Sem revelar o que sabia, William tentava obter informações sobre ele.

- Pensei que ele estivesse interessado em Lizzy.

- Quando eles se conheceram, no escritório, eles eram um grude, almoçavam todos os dias juntos e se davam muito bem. Depois, quando saiu da empresa, se distanciaram um pouco.

- Poxa! E você sabe por que ele saiu do escritório?

- Na verdade, não. O Sr. Darcy costuma ser muito reservado, apenas fez um comunicado geral dizendo da saída de George.

William permaneceu calado, enquanto Charlotte continuou contando mais coisas sobre George:

- Ele morava na mansão da família Darcy, mas depois de ser demitido do escritório, também saiu de lá. Está morando num quarto de pensão, sei disso porque quando organizei o Chá de Cozinha de Lizzy, pedi sua ajuda para leva-la até a pizzaria, sem que ela desconfiasse da festa. O George telefonou pra ela, no dia seguinte, convidando-a para jantar. Você precisa ver como ela apareceu vestida no dia do "falso" encontro.
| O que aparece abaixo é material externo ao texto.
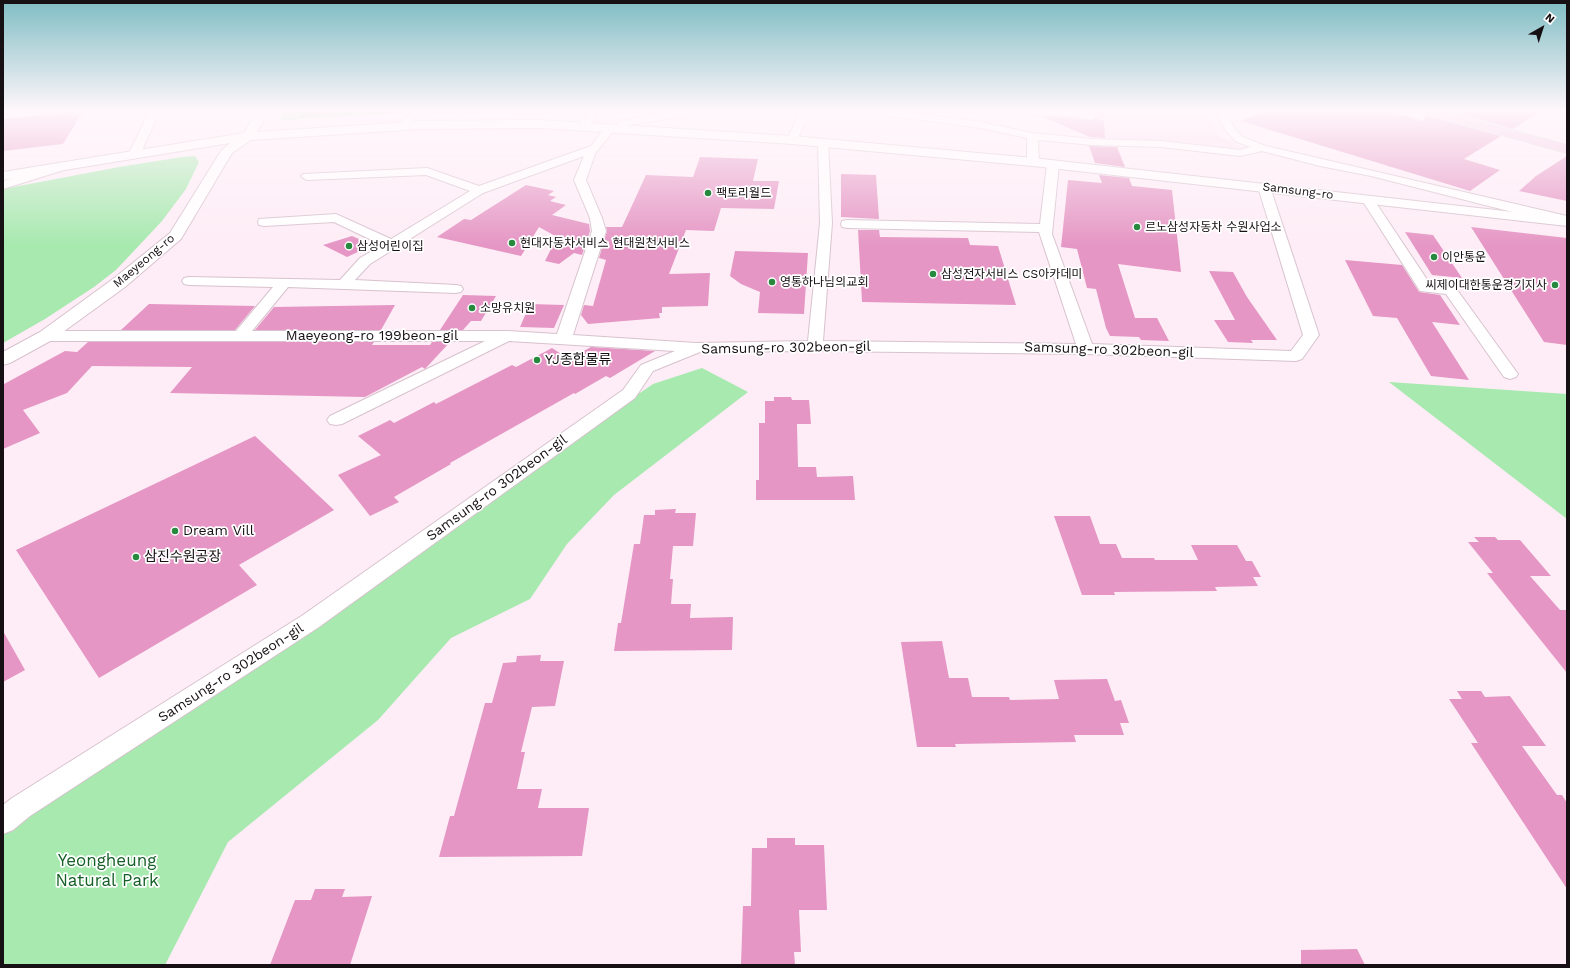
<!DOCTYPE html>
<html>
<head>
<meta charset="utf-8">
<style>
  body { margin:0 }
  #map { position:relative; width:1570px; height:968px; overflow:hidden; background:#feedf6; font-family:"Work Sans",sans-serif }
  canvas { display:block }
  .frame { position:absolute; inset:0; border:4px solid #160f13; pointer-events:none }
  .north { position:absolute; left:1522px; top:8px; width:40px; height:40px; -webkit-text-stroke:3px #fff; paint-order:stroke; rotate:39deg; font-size:11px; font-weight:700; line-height:16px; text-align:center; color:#160f13 }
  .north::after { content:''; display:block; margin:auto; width:14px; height:18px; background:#160f13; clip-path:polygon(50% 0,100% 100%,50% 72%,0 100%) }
</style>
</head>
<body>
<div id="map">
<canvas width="1570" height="968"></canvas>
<div class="frame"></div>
<div class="north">N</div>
</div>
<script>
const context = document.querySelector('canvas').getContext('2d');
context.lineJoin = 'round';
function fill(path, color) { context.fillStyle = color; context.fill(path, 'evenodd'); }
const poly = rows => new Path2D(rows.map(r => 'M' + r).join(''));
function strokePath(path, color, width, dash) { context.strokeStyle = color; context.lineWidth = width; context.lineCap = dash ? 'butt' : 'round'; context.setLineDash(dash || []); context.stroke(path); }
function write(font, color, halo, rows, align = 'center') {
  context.font = font + ' "Work Sans","Noto Sans KR",sans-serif'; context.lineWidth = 3.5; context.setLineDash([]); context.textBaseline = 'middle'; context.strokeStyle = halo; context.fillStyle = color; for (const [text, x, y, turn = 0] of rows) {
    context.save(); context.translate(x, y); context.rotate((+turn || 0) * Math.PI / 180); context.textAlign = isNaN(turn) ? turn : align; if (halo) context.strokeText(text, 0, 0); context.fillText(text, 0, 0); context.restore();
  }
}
fill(poly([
  [1099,110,1204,110,1220,137,1236,143,1242,148,1230,148,1178,142,1108,138,1102,135,1106,122,1097,118]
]), '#fcdfee');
fill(poly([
  [284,110,299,110,300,118,408,110,403,113,285,120,280,118],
  [195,156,199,162,186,189,162,221,116,270,94,287,45,319,3,343,3,189,119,167,182,157],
  [702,368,748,392,614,495,567,544,530,599,451,638,378,720,228,842,165,965,3,965,3,830,653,384],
  [1389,382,1567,394,1567,519]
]), '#a7e9af');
fill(poly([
  [396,110,396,112,300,118,299,111]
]), '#85ca8e');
fill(poly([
  [84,110,63,144,3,151,3,119],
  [1265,110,1385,110,1424,121,1425,115,1501,136,1464,159,1500,170,1470,191,1241,121],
  [1445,110,1543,110,1513,129],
  [1056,116,1091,120,1096,118,1104,121,1105,138,1090,137,1043,117],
  [1089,146,1117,147,1125,167,1095,163],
  [1567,156,1567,201,1519,191,1536,176],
  [700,157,758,159,753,181,779,181,774,209,721,208,714,231,686,230,669,274,710,273,708,306,662,307,662,313,659,313,660,318,588,324,581,315,584,305,593,306,606,260,599,258,607,231,606,227,622,227,646,175,693,177],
  [841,174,876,175,879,219,841,217],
  [1099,175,1129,178,1132,186,1172,190,1181,272,1118,264,1135,318,1157,318,1169,341,1141,340,1139,337,1110,336,1106,328,1096,289,1087,288,1077,249,1061,247,1068,180,1102,183],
  [526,185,554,191,548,195,556,197,550,201,566,205,552,215,589,224,590,231,582,255,574,253,559,264,545,261,557,237,539,227,521,256,437,237,464,219,471,220],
  [1471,227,1567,238,1567,345,1544,342],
  [858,230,879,230,880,237,968,238,970,245,998,246,1016,305,862,302],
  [1405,232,1433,235,1462,278,1432,275],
  [352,236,373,245,347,257,323,245],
  [735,251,808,253,804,314,758,313,760,292,741,284,730,276],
  [1345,260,1402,265,1419,292,1440,295,1460,325,1432,322,1469,380,1431,376,1397,318,1373,316],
  [1209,271,1233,272,1247,297,1277,340,1251,340,1253,343,1228,342,1214,320,1235,320],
  [463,295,496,296,481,321,471,321,463,330,440,330],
  [149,304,255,306,235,330,121,330],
  [530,304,564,305,554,328,520,327],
  [395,305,381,330,255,330,274,307],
  [88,342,374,342,372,345,430,345,432,342,450,342,425,369,422,367,365,397,170,393,192,367,92,366,67,393,23,410,40,433,3,449,3,383,4,384,65,351,77,352],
  [591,347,655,351,610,378,606,376,575,394,574,393,450,463,451,464,394,497,399,502,370,516,338,475,381,455,358,436,390,420,394,423,434,402,436,404,512,365,516,367,552,348,569,359],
  [774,397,791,397,792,400,809,400,811,424,797,424,798,467,816,467,817,477,853,476,855,500,756,500,756,480,759,480,759,423,765,423,765,401,774,401],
  [255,436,334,510,239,565,257,585,99,678,16,550],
  [676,509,675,513,696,513,693,546,673,546,670,579,673,579,671,604,691,604,690,618,733,617,732,650,614,651,618,623,621,623,634,544,640,544,644,515,655,515,655,510],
  [1054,516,1090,516,1100,544,1116,544,1122,558,1154,558,1155,560,1198,560,1191,545,1237,545,1246,561,1252,561,1261,577,1253,577,1258,586,1215,587,1217,591,1114,592,1115,595,1082,595],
  [1474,537,1495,537,1498,540,1520,540,1551,576,1530,576,1560,610,1567,610,1567,673,1487,573,1493,573,1468,542,1479,542],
  [3,631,25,670,3,682],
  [942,641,949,678,968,678,972,697,1009,697,1010,700,1059,699,1054,680,1107,679,1115,701,1121,700,1129,723,1120,723,1124,735,1074,735,1076,742,955,744,956,747,917,747,901,642],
  [541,655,540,661,564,661,555,706,532,707,521,752,525,752,517,789,542,789,538,808,589,808,582,856,439,857,450,816,454,816,485,703,492,703,503,663,516,662,517,656],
  [1457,691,1481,691,1485,697,1510,696,1546,746,1522,746,1557,795,1562,795,1567,803,1567,889,1471,743,1478,743,1449,699,1462,699],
  [767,838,795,838,795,845,824,845,827,910,799,910,801,952,794,952,795,965,741,965,743,906,751,906,752,848,767,848],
  [315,889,345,889,342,897,372,896,350,965,270,965,295,900,311,900],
  [1357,949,1365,965,1301,965,1301,950]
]), '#e596c4');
const minor = poly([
  [3,110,20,110,19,112,3,115,3,110],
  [150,110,160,110,141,153,135,156,131,155,129,153,150,110],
  [412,110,423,110,407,128,399,128,398,126,399,124,412,110],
  [590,110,601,110,586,128,578,128,577,126,590,110],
  [683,110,711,110,706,113,629,125,623,131,619,132,614,130,595,154,586,180,602,218,606,231,573,335,696,343,808,341,820,223,818,142,823,139,828,142,832,223,823,341,1076,344,1039,232,847,228,842,227,841,224,842,221,847,220,1040,224,1047,164,1049,162,1053,161,1057,162,1059,164,1052,234,1092,344,1291,351,1303,335,1258,187,1260,184,1264,183,1268,184,1270,187,1319,335,1302,359,1296,361,1086,354,815,351,700,352,653,371,635,398,319,627,30,816,13,830,3,834,3,805,12,798,303,615,623,390,641,365,675,351,509,341,342,424,336,425,330,424,327,420,330,416,485,341,46,341,41,339,38,336,41,333,46,331,236,331,273,287,189,285,184,284,182,281,184,278,189,277,340,280,360,258,382,245,334,222,264,226,259,225,258,222,259,219,336,214,391,239,470,191,426,175,307,180,303,178,301,176,303,174,427,168,479,186,591,146,606,126,610,125,615,127,622,120,683,110],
  [584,156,574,180,590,218,592,231,557,334,508,331,252,331,288,287,456,293,461,292,463,289,461,286,456,285,355,280,370,264,483,193,584,156],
  [801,110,811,110,796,142,788,142,787,140,801,110],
  [861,110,892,110,981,122,1032,133,1093,139,1161,141,1240,150,1250,147,1235,141,1225,130,1215,110,1225,110,1235,129,1243,137,1266,146,1567,216,1567,224,1528,216,1371,176,1320,166,1262,151,1240,156,1161,147,1093,145,1038,140,1039,162,1037,164,1033,165,1029,164,1027,162,1027,138,981,128,866,113,861,110],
  [992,110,1073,110,1091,113,1096,116,1091,119,1056,114,1038,116,997,114,993,113,992,110],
  [63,164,67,165,69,167,67,169,3,189,3,181,63,164],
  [1368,196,1372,197,1430,284,1455,287,1518,374,1516,377,1510,379,1504,377,1446,294,1420,291,1362,200,1364,197,1368,196]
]);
const tertiary = poly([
  [258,110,270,110,257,132,422,121,539,120,792,136,1033,158,1567,218,1567,226,1033,166,792,144,539,128,422,129,251,140,232,153,181,239,125,287,52,340,10,363,3,365,3,352,40,332,113,279,170,233,221,151,230,143,3,180,3,172,244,133,258,110]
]);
const primary = poly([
  [1417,110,1438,110,1567,145,1567,153,1419,112,1417,110]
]);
strokePath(minor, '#d7c2cd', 2);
strokePath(tertiary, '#d7c2cd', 2);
strokePath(primary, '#d5d4d5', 2);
fill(minor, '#fff');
fill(tertiary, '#fff');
fill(primary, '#f1c2dd');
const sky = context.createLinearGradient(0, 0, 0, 246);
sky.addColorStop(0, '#80bdc4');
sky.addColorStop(0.45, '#fff7fb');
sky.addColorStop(1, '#fff7fb00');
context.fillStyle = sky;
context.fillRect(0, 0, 1570, 246);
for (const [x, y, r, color] of [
  [708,193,4,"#26893e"],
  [1137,227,4,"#26893e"],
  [512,243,4,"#26893e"],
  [349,246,4,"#26893e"],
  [1434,257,4,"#26893e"],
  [933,274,4,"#26893e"],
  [772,282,4,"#26893e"],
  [1555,285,4,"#26893e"],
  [472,308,4,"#26893e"],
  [537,360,4,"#26893e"],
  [175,531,4,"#26893e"],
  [136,557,4,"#26893e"]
]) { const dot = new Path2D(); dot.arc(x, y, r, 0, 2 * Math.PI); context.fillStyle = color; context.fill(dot); strokePath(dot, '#fff', 1.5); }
write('12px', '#160f13', '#fff', [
  ["Samsung-ro",1298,191,7],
  ["Maeyeong-ro",144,261,-40]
]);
write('12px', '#160f13', '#fff', [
  ["팩토리월드",716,193],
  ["르노삼성자동차 수원사업소",1145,227],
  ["현대자동차서비스 현대원천서비스",520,243],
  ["삼성어린이집",357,246],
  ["이안통운",1442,257],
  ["삼성전자서비스 CS아카데미",941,274],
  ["영통하나님의교회",780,282],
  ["씨제이대한통운경기지사",1547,285,"right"],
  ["소망유치원",480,308]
], 'left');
write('14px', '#160f13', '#fff', [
  ["Maeyeong-ro 199beon-gil",372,336],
  ["Samsung-ro 302beon-gil",786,348,-1],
  ["Samsung-ro 302beon-gil",1109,350,2],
  ["Samsung-ro 302beon-gil",497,488,-36],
  ["Samsung-ro 302beon-gil",231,673,-33]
]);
write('14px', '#160f13', '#fff', [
  ["YJ종합물류",545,360],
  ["Dream Vill",183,531],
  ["삼진수원공장",144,557]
], 'left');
write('17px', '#166028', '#fff', [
  ["Yeongheung",107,861],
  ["Natural Park",107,881]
]);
</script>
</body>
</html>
Ela estava linda!

- Você acha que ela tem algum interesse por ele.

- Não sei ao certo, mas ela estava bastante animada naquela sexta-feira porque reencontraria com ele.

William respirou fundo e sentiu-se muito preocupado, achando que sua prima Lizzy pudesse estar interessada em George. Ao terminarem o café, ele acompanhou Charlotte até o ponto de ônibus. A noite já estava surgindo, fria e escura, enquanto esperavam o ônibus, quando William decidiu abraçar Charlotte com a desculpa de que ficaria mais aquecida.

- Está melhor assim?

- Sim. – respondeu ela muito sem jeito.

- Adoro ler suas cartas.

Charlotte ficou sem responder, abaixou a cabeça, sentindo-se mais envergonhada ainda, afinal era muito mais fácil para ela escrever do que dizer coisas a William.

- Realmente queria te ver, mas a gente mora tão longe, né? – disse ele.

- É.

- Vou ficar mais alguns dias aqui em São Paulo, depois eu volto novamente para Belo Horizonte. Mas, antes, queria te ver de novo.

- Tudo bem. – respondeu ela timidamente. – Veja! Meu ônibus está chegando.

- Vou te ligar amanhã, assim a gente combina alguma coisa.

- Vou ficar esperando. – disse ela, dando sinal com o dedo para o ônibus.

Antes que Charlotte pudesse seguir em direção à porta traseira do ônibus, William a segurou pelo braço, beijando seus lábios. Ela fechou os olhos e sentia seu coração saltar. Enquanto os outros passageiros subiam para o ônibus, Charlotte dava-lhes passagem, para que fosse a última a subir. Já no degrau da escada, antes que a porta se fechasse, ela virou para William e deu-lhe um enorme sorriso.

A caminho de casa, William sentia-se feliz pelo seu encontro com Charlotte. O flagrante de Lydia com George já não lhe perturbava como antes. Na verdade, o que lhe incomodava era a hipótese de achar que Lizzy pudesse estar interessada em George, ao passo que ele estava a fim de sua irmã caçula, concluindo que talvez, por isso, tenha fugido daquela maneira. "Pobre, Lizzy!" pensou ele. Diante dessa versão, que acreditou ser verdadeira, preferiu não se meter mais no assunto, mantendo o segredo de Lydia bem guardado.